Y subrayó las últimas palabras apuntando con la cachara de madera a un trozo del suelo que parecía menos empapado que el resto del castra. Sólo deposité las posaderas en tierra cuando vi que Artorius lo hacía e insistía con un gesto en que lo acompañara.

– He escuchado machas cosas sobre ti, físico -me dijo

Artorius a la vez que se llenaba otra vez la boca de aquel comistrajo verdaderamente inmundo que, de buena gana, yo hubiera cambiado por un pedazo de pan bien cocido-. Cualquiera sabe lo que hay de cierto en ellas, pero sí tengo interés por saber lo que piensas de nuestra situación.

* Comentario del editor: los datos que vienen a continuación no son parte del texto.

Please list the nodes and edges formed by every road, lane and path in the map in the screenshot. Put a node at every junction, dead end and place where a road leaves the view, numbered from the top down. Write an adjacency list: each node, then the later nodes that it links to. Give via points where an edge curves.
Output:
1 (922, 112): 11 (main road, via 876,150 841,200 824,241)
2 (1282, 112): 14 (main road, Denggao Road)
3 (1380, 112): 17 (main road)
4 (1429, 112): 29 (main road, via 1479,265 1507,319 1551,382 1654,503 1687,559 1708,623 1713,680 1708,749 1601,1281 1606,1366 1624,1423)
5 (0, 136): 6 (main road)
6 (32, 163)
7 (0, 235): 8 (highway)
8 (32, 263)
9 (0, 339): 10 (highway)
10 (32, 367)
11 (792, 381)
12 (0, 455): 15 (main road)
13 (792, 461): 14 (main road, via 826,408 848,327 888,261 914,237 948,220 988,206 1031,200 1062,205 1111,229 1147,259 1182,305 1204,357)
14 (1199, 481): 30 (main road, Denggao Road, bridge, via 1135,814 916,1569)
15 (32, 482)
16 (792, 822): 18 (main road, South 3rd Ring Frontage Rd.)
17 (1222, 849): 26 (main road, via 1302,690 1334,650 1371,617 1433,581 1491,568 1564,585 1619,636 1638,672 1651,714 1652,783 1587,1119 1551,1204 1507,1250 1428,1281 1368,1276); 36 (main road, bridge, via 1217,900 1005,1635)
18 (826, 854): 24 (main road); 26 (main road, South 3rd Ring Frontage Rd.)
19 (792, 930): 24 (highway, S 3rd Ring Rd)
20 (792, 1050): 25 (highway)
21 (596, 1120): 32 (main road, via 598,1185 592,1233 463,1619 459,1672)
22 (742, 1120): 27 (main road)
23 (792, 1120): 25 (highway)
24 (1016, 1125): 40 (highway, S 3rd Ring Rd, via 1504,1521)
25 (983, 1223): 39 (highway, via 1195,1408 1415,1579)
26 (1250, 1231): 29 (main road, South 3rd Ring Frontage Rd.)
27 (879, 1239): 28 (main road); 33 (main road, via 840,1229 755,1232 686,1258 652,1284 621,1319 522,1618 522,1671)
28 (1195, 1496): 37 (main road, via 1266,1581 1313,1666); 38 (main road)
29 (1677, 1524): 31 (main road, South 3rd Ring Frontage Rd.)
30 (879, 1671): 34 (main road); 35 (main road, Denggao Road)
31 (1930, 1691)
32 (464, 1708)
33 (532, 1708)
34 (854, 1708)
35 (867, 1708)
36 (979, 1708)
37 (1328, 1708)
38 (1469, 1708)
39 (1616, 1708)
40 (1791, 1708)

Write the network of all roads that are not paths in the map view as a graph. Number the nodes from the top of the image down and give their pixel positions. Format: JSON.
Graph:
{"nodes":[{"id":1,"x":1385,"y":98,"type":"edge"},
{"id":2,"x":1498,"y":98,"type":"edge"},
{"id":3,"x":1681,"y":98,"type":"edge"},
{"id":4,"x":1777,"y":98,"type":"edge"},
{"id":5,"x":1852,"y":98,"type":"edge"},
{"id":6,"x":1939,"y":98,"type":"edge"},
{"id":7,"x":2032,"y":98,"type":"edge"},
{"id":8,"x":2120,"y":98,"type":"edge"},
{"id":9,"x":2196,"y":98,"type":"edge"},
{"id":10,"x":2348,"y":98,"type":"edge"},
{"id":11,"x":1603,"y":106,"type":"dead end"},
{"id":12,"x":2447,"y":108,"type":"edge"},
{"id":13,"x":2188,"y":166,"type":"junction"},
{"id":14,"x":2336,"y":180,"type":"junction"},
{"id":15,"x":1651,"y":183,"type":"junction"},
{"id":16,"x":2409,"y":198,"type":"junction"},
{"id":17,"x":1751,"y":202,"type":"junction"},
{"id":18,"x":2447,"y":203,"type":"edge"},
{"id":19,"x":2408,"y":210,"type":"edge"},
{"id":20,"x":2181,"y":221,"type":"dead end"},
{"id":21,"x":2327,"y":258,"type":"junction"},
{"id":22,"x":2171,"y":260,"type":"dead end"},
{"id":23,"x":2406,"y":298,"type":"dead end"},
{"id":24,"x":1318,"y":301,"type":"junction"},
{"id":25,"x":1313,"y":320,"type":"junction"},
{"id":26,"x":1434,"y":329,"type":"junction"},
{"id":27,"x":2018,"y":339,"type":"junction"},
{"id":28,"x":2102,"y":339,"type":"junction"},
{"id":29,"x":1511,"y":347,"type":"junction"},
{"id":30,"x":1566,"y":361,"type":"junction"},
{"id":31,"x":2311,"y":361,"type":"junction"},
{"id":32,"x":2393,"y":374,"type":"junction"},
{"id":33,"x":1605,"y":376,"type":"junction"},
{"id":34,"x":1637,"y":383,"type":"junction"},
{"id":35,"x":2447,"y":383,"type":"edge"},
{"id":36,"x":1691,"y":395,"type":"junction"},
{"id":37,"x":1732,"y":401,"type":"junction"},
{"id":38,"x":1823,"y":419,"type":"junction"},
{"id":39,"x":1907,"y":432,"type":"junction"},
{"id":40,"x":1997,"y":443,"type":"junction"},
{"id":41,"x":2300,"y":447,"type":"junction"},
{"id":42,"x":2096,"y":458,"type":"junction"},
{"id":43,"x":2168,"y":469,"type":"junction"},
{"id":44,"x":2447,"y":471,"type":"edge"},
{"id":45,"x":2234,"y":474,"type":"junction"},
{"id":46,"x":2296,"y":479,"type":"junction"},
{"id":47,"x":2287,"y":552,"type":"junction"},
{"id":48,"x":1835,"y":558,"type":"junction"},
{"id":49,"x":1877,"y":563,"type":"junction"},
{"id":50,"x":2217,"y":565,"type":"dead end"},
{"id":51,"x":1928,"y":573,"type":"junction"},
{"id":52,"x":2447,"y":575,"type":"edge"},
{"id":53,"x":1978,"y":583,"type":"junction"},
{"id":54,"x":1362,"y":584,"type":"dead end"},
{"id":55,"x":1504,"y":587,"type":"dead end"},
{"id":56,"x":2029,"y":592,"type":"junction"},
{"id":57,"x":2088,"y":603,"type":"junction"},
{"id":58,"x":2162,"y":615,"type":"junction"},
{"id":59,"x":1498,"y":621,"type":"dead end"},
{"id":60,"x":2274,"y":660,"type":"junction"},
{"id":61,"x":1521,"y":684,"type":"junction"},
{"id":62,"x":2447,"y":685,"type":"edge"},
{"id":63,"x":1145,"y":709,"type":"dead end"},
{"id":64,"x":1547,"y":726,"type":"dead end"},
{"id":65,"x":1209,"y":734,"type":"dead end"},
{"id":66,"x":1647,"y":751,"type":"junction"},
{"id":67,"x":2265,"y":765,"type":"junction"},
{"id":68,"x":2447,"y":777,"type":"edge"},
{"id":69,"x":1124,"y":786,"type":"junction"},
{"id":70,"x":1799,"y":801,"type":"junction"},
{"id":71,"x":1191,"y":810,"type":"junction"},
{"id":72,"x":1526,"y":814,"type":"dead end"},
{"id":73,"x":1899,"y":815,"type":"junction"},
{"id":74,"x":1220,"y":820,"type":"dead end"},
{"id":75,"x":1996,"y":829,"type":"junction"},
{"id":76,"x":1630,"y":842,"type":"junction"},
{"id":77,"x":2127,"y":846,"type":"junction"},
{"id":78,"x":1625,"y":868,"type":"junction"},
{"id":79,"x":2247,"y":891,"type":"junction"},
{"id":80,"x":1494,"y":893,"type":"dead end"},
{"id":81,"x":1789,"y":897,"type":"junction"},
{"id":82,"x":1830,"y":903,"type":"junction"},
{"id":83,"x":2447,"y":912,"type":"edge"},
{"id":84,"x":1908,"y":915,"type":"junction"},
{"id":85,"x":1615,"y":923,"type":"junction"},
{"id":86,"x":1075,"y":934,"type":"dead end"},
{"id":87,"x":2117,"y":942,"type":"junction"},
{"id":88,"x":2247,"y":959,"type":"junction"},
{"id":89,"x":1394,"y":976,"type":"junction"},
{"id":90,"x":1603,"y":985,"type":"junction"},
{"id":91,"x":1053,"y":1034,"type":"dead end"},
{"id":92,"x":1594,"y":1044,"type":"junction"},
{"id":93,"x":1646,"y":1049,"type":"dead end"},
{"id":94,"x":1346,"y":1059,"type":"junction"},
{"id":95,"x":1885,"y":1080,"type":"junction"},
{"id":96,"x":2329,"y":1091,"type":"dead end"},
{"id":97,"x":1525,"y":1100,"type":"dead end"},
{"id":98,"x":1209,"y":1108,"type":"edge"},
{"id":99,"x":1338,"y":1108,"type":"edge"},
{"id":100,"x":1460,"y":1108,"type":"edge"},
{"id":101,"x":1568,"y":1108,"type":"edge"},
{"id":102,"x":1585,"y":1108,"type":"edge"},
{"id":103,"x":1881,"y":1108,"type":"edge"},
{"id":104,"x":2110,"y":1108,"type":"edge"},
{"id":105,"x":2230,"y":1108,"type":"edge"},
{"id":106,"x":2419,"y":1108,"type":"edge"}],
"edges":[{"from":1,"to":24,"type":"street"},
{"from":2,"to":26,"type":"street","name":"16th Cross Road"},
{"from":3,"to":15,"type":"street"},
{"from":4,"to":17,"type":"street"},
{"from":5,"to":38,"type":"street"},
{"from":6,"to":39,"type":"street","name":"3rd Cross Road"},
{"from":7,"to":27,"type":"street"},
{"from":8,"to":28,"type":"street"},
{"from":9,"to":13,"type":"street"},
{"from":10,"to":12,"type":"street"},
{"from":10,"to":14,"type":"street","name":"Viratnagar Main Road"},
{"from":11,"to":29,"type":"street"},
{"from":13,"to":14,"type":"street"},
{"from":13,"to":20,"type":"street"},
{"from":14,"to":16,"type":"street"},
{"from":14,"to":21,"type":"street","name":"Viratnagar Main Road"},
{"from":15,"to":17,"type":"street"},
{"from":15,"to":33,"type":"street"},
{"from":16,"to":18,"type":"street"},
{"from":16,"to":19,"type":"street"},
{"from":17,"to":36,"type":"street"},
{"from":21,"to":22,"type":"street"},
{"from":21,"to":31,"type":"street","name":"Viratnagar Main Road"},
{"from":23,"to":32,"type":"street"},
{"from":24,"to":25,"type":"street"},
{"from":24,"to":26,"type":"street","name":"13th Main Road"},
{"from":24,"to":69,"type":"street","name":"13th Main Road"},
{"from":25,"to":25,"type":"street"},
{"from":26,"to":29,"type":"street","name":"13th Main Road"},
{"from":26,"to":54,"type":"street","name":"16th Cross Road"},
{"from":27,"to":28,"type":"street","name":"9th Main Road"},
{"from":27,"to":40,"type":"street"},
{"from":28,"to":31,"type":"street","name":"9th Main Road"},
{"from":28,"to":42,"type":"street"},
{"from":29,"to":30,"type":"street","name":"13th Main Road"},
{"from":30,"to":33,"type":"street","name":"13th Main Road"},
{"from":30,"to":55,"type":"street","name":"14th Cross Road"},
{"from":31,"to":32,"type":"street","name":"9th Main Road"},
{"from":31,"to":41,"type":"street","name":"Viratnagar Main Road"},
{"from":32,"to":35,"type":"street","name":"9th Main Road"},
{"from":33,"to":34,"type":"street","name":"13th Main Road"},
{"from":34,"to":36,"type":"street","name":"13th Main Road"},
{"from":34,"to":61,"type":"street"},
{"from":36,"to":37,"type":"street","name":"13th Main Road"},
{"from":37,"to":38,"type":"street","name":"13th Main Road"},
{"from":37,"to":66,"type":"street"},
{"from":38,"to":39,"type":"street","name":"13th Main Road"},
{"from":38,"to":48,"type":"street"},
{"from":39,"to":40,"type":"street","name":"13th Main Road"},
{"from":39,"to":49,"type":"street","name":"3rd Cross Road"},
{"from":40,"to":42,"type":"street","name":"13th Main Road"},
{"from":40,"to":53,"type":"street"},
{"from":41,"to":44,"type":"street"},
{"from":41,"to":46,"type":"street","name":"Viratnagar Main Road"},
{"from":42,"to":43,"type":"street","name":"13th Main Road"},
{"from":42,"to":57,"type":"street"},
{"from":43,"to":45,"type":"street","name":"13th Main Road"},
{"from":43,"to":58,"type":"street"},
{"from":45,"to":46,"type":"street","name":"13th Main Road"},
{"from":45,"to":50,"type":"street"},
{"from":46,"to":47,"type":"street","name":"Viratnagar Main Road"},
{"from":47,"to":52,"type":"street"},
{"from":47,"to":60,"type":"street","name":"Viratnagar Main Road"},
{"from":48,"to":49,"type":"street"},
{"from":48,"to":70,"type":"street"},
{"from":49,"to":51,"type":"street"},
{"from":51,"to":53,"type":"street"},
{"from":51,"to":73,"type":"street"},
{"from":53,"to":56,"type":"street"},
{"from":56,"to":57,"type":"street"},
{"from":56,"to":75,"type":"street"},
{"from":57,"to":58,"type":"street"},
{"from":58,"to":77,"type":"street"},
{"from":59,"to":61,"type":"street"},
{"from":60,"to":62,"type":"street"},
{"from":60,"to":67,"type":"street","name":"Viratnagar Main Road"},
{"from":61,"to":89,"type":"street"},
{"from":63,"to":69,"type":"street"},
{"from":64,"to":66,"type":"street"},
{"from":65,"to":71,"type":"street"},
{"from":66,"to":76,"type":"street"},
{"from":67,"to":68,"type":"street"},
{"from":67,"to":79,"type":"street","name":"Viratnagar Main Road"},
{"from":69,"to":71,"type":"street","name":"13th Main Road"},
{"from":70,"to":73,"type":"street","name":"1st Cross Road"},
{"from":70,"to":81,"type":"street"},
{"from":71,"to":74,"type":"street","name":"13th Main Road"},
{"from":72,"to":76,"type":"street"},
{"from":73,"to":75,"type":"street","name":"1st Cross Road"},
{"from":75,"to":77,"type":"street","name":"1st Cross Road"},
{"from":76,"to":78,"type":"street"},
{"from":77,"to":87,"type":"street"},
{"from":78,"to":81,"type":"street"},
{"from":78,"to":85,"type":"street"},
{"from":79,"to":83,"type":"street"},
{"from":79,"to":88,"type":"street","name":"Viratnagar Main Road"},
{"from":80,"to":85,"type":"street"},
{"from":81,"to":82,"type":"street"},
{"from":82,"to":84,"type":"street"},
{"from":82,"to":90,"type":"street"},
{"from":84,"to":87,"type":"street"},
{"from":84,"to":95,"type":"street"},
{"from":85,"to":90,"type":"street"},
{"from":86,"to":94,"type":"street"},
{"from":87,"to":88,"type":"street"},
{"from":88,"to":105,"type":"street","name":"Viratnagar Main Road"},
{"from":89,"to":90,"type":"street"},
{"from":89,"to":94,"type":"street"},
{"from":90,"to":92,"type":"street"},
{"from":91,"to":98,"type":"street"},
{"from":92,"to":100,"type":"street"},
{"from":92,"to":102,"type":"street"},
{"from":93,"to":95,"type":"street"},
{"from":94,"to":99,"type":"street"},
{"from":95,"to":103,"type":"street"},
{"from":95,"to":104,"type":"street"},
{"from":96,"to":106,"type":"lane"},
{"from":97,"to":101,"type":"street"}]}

Más que pensar, lo que me gastaría es conocerla, estuve a punto de responderle. Pero no lo hice. Algo más poderoso que yo me mantuvo en silencio.

– Como ya sabrás venimos de combatir a los hombres de Hibernia… -comenzó a decir mientras seguía llenándose la boca de aquel potaje-. Es verdad que los hemos vencido. No fue fácil, pero los derrotamos. Y, sin embargo… bueno, físico, no sé cómo decírtelo… yo sé lo que puedo hacer y lo que no puedo y todo esto…

Deposité mi escudilla en el suelo y miré a Artorius como indicándole que lo escuchaba, que podía decirme todo lo que considerara pertinente, que estaba allí precisamente para que abriera totalmente su corazón.

– Físico -prosiguió mientras terminaba con su ración-. Yo sólo soy un miles, un eques, para ser exactos. No nací en una gran ciudad sino en Dumnonia. Cuando tenía sólo quince años entré en el ejército romano. Un año antes de que el imperio desapareciera por la acción de los barbari fui ascendido a jefe de caballería por Catavia, el magister militum de una de nuestras bases. No debía hacerlo mal porque al cabo de tres años me nombraron dux de uno de los castra. Era un enclave pequeño, ¿sabes?, no gran cosa, pero tenía cierta importancia para poder defendernos de los barbari. Cumplí con mi deber adecuadamente. Sé que es así porque un día Aurelius Ambrosius, el Regissimus, me convocó ante su presencia. Yo no tenía ni idea de lo que podía querer de mí, pero, obedecí, claro está y, para sorpresa mía, me nombró procurator rei publicae…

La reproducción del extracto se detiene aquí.